(Saved data entries)
****************************************
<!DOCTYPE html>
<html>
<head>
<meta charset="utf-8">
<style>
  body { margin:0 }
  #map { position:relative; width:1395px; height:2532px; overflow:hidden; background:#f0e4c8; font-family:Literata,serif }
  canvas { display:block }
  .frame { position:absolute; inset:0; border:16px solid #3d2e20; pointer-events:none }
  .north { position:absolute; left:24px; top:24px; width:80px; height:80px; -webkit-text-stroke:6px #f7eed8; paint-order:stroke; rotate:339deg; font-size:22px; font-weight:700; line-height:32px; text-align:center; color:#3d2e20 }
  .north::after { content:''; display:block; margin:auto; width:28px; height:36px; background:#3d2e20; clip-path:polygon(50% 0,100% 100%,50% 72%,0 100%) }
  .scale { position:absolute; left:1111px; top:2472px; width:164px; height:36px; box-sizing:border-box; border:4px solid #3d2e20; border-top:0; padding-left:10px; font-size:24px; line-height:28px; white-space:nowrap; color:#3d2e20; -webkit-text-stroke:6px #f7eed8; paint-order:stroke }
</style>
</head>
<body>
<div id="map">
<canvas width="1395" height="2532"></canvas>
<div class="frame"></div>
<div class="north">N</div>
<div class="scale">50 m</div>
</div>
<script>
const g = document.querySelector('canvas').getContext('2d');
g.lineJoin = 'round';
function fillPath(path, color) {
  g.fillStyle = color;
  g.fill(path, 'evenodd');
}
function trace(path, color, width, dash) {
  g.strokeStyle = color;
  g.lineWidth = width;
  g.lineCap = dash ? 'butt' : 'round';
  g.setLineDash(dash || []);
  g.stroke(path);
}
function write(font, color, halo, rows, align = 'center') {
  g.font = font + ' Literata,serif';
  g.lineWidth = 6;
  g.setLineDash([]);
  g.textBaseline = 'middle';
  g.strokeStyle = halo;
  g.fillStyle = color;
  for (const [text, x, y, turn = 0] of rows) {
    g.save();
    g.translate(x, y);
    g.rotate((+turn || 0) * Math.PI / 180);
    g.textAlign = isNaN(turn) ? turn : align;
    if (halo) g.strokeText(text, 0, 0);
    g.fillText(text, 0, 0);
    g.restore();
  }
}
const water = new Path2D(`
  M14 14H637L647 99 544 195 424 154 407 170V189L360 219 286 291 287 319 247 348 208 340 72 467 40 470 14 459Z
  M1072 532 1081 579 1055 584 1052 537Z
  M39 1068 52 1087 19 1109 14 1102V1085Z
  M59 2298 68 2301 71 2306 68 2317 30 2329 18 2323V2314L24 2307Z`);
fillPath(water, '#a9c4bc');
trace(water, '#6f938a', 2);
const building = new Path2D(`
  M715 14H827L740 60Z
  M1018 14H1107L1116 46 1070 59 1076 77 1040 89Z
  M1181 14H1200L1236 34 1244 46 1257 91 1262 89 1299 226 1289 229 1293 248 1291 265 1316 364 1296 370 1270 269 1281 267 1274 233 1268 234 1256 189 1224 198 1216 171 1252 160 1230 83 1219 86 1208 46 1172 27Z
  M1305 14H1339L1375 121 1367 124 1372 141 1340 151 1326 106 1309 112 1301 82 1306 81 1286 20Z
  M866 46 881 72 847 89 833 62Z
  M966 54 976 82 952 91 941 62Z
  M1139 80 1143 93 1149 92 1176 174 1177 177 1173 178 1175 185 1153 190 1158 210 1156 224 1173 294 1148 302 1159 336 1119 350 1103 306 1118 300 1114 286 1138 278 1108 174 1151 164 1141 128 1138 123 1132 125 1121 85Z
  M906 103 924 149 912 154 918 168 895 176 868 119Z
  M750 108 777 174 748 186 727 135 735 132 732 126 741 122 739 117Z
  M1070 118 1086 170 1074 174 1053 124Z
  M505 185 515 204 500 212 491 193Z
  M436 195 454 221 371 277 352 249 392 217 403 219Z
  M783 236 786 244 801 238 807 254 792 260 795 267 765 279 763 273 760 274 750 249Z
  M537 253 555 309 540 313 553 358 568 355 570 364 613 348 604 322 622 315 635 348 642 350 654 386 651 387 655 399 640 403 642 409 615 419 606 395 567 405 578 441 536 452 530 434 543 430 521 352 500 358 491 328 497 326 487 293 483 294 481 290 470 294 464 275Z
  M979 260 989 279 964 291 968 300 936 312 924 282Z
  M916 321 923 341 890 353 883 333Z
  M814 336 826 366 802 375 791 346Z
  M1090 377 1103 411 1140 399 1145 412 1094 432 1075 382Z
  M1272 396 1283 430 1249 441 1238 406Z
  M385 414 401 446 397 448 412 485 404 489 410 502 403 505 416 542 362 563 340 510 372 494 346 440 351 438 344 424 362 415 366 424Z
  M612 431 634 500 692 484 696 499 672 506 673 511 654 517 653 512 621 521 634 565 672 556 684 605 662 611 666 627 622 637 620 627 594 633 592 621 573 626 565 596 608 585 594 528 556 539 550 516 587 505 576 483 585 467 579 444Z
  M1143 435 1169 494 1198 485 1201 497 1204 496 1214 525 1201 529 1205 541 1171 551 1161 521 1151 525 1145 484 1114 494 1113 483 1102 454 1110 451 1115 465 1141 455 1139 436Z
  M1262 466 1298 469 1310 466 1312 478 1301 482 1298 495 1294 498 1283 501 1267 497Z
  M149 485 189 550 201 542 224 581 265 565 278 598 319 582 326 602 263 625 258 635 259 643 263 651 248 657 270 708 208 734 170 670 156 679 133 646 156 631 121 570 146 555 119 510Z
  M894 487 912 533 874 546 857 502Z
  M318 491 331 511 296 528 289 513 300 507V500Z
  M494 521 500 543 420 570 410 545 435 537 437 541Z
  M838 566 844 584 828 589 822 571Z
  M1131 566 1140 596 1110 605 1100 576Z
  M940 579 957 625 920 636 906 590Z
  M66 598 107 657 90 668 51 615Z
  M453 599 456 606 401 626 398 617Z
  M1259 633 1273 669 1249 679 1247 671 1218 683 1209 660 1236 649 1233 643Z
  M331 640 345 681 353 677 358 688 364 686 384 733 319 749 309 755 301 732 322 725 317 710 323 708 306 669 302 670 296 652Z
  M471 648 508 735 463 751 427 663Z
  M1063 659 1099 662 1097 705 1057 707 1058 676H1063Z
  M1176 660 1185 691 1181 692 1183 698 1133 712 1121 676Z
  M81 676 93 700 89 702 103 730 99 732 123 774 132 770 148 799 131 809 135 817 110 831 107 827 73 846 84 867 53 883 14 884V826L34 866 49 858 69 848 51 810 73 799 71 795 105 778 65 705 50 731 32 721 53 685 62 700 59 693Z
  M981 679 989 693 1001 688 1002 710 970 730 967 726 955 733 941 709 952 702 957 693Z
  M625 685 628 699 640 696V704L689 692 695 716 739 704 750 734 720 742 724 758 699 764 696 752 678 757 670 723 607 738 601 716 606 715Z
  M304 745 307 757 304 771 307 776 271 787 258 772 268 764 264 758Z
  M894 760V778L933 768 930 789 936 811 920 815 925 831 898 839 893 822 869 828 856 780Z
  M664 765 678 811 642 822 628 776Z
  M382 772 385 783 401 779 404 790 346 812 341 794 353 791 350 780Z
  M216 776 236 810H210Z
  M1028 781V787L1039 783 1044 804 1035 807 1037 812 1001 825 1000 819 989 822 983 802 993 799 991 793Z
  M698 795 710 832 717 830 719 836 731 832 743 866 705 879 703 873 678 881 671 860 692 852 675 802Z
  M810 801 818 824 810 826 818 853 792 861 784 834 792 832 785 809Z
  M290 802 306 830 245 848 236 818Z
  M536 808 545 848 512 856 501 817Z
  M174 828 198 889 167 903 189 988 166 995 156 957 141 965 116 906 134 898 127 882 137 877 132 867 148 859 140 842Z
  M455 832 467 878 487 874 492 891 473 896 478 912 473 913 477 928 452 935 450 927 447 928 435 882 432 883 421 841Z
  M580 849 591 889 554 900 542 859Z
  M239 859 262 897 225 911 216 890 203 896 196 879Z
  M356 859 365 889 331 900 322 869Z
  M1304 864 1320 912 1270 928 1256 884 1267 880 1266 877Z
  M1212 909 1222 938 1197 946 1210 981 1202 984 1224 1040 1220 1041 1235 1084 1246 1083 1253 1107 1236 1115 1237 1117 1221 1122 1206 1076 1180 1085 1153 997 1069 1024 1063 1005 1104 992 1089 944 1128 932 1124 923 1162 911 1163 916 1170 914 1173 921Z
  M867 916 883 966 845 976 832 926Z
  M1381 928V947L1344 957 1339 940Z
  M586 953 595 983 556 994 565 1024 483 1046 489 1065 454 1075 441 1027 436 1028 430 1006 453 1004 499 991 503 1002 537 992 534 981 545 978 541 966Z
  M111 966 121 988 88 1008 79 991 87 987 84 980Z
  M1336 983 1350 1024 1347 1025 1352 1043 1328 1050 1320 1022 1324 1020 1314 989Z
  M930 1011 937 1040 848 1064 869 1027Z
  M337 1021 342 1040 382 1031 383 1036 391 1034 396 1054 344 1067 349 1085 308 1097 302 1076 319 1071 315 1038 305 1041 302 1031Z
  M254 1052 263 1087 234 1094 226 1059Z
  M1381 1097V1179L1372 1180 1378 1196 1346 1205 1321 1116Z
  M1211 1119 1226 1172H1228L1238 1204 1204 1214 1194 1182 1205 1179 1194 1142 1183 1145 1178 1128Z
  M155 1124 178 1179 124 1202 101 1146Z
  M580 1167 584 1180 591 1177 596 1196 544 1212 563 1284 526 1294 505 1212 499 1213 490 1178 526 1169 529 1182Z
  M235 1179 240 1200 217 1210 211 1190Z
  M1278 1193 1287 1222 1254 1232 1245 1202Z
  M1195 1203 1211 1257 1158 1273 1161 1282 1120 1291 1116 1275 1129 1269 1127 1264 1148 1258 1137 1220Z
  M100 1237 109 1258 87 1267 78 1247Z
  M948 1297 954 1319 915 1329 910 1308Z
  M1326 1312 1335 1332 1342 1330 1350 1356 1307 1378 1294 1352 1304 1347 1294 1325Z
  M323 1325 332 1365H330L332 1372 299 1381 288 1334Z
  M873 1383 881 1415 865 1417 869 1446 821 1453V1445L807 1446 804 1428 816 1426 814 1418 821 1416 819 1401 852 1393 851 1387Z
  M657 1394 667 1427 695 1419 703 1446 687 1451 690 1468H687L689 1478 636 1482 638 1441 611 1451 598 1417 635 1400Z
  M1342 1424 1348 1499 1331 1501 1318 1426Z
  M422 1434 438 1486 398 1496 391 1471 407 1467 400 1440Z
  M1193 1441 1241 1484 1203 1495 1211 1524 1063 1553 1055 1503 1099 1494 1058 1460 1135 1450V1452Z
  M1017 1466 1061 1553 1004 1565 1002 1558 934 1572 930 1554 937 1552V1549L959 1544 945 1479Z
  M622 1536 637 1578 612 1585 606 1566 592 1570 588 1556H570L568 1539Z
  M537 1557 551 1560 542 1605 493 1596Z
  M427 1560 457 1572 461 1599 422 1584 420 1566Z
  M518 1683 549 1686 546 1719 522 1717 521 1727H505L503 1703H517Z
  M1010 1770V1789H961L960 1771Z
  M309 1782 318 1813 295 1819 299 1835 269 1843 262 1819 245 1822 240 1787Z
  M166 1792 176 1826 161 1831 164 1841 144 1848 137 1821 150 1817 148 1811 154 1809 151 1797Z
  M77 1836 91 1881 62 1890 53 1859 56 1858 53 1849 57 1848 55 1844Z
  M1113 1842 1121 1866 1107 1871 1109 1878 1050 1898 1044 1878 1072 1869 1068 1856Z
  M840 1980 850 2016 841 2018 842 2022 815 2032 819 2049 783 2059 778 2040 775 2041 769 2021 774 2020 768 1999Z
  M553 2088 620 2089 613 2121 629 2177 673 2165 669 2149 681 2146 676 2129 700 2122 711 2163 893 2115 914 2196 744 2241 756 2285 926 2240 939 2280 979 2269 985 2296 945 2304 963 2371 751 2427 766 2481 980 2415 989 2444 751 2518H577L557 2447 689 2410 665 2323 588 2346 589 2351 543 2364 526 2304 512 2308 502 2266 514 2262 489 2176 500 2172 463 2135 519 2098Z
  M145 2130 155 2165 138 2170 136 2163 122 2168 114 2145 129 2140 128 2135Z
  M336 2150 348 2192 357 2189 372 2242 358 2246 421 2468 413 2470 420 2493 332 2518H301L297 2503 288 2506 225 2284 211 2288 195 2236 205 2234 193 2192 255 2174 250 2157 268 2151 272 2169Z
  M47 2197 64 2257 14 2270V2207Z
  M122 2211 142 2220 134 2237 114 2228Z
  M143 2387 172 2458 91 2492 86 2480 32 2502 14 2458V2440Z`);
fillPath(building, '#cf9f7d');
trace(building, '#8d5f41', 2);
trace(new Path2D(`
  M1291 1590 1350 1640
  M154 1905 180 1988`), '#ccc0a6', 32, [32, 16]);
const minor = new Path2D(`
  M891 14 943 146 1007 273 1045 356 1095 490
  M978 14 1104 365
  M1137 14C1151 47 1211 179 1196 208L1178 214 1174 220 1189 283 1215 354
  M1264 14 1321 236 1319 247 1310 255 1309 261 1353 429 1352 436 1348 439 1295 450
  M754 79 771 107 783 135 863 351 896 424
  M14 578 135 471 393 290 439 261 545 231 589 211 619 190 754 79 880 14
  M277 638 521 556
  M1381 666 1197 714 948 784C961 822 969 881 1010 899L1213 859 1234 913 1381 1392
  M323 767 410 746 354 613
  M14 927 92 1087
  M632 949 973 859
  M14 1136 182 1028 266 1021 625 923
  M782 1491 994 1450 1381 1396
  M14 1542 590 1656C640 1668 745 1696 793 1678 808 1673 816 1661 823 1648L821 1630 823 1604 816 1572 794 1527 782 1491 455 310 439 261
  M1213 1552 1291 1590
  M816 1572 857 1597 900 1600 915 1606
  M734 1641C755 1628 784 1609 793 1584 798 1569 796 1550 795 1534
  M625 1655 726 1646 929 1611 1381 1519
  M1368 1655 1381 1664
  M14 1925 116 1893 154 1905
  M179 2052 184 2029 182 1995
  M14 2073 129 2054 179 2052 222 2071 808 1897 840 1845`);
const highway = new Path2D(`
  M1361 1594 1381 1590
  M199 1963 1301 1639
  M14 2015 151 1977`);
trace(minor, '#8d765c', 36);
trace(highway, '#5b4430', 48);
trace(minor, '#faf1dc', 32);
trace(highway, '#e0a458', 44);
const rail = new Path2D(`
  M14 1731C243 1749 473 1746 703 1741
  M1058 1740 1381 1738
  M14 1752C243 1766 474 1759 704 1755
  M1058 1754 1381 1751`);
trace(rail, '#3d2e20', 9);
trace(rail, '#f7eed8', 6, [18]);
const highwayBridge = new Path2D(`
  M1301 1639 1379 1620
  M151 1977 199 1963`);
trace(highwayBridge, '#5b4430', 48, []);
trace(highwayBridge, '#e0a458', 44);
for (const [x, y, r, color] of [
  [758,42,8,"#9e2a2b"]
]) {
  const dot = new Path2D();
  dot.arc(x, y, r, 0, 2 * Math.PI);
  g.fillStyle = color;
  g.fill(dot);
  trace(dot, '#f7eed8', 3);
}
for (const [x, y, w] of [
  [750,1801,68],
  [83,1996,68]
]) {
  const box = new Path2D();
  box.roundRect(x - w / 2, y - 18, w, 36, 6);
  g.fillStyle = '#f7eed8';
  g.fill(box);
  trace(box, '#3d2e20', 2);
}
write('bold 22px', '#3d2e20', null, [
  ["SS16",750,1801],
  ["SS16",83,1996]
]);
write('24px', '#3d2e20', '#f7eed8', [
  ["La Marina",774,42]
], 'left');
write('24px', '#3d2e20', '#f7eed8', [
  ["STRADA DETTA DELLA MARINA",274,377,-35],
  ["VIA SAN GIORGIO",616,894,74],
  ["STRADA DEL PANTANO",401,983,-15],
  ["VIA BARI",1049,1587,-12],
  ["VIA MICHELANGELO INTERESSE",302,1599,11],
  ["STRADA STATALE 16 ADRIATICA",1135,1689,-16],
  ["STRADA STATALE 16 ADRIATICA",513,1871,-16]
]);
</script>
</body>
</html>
****************************************
Give an exact copy of the lines above, from the top of the records to the line that contains "position:absolute; left:24px; top:24px;", taking in both ends.

**Output**
<!DOCTYPE html>
<html>
<head>
<meta charset="utf-8">
<style>
  body { margin:0 }
  #map { position:relative; width:1395px; height:2532px; overflow:hidden; background:#f0e4c8; font-family:Literata,serif }
  canvas { display:block }
  .frame { position:absolute; inset:0; border:16px solid #3d2e20; pointer-events:none }
  .north { position:absolute; left:24px; top:24px; width:80px; height:80px; -webkit-text-stroke:6px #f7eed8; paint-order:stroke; rotate:339deg; font-size:22px; font-weight:700; line-height:32px; text-align:center; color:#3d2e20 }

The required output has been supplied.